For a generation Timothy Dwight was the representative New Englander just as Cotton Mather had been at an earlier day and Jonathan Edwards had been a century later. Scholar, theologian, preacher, college president, dominating personality, poet,-in every way he was what Dr. Holmes later was to call a leader of the New England Brahmin caste.' He was born at Northampton, Massachusetts, a town associated with the name of Edwards, and his mother was a daughter of that great divine. No child was ever more precocious: he was reading Latin at six, and he could have entered Yale at eight, but was held back until he was thirteen. At seventeen he was graduated with distinction and at nineteen he entered upon a six years' tutorship in the college. In 1771, the year of Freneau's Rising Glory of America, he began upon a ponderous epic in Heroic couplets, The Conquest of Canaan, founded upon the wars of Joshua. It was three years before he completed it and it was not until 1785 that it appeared in print to be reviewed in extenso by the poet Cowper. In 1777 he resigned as tutor to enter the continental army as a chaplain. During the year that he was with the troops he wrote the resonant, though somewhat overornate, lyric Columbia,' which must be classed as his best poetic effort. His Greenfield Hill, much admired in its day, a poem designed, in its author's words, to imitate the manner of several British Poets,' appeared in 1794.

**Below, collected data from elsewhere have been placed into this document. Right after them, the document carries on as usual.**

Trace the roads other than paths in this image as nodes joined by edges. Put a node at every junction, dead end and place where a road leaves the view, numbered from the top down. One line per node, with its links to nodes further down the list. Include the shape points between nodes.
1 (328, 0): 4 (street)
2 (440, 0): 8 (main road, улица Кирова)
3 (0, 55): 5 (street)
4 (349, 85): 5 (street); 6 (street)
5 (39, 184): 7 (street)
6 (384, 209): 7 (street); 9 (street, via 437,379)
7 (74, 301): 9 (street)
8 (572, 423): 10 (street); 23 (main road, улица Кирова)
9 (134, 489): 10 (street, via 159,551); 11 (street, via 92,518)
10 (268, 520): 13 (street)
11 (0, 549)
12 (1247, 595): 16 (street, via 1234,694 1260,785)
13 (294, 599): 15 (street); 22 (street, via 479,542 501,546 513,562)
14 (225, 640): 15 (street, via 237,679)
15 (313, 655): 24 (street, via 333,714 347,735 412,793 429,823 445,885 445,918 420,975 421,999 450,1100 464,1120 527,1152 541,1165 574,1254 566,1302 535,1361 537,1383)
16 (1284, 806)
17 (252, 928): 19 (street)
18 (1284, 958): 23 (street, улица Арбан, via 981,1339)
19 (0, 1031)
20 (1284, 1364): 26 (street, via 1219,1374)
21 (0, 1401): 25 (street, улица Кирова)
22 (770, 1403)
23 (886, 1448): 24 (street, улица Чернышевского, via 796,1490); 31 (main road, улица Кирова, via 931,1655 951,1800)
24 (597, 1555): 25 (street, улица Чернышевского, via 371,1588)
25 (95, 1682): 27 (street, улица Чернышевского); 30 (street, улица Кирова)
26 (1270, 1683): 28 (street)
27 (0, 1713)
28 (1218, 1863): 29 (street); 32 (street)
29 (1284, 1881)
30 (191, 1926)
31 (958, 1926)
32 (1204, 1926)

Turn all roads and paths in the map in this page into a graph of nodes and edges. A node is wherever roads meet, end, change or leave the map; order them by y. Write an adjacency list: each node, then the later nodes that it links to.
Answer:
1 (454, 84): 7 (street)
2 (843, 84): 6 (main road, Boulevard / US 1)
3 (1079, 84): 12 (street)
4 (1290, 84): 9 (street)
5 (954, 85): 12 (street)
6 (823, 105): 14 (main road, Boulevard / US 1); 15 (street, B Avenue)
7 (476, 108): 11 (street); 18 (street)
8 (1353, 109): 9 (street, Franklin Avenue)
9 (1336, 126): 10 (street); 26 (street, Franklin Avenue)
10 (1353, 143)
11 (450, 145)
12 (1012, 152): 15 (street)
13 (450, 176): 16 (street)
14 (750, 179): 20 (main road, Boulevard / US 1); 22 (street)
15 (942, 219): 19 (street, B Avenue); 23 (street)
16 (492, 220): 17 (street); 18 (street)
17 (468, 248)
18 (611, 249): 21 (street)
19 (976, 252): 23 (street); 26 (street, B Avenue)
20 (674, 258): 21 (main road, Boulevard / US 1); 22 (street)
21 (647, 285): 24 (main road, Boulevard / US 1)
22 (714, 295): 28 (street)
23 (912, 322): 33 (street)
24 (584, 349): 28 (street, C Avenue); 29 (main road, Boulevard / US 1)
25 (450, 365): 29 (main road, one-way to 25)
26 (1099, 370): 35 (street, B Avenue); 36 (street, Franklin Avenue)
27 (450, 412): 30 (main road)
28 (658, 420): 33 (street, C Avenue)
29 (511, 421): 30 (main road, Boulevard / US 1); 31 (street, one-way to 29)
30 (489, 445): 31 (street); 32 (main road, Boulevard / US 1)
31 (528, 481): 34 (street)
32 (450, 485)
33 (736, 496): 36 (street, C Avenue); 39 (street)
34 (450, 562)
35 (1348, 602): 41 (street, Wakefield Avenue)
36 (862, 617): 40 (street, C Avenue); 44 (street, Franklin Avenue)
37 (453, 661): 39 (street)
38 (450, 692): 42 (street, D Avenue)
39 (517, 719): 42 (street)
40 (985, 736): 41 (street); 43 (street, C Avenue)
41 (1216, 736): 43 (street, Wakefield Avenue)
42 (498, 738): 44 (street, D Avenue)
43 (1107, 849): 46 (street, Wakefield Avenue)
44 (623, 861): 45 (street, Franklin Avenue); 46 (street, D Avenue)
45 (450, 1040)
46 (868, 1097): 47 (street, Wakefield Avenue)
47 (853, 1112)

In 1795 Dwight accepted the presidency of Yale, a position which he filled with distinction during the rest of his life. Among theologians he is known for his Theology Explained and Defended, five volumes of doctrinal sermons preached before his students. One other book, Travels in New England and New York, a record of leisurely journeys during vacation periods, was published after his death. Had the author dared to forget himself and to descend from the stately eminence of his eighteenth century self-consciousness the book might have become a classic. As it is, it is seldom opened by modern readers. An illuminating treatment of Dwight may be found in Moses Coit Tyler's Three Men of Letters, 1895.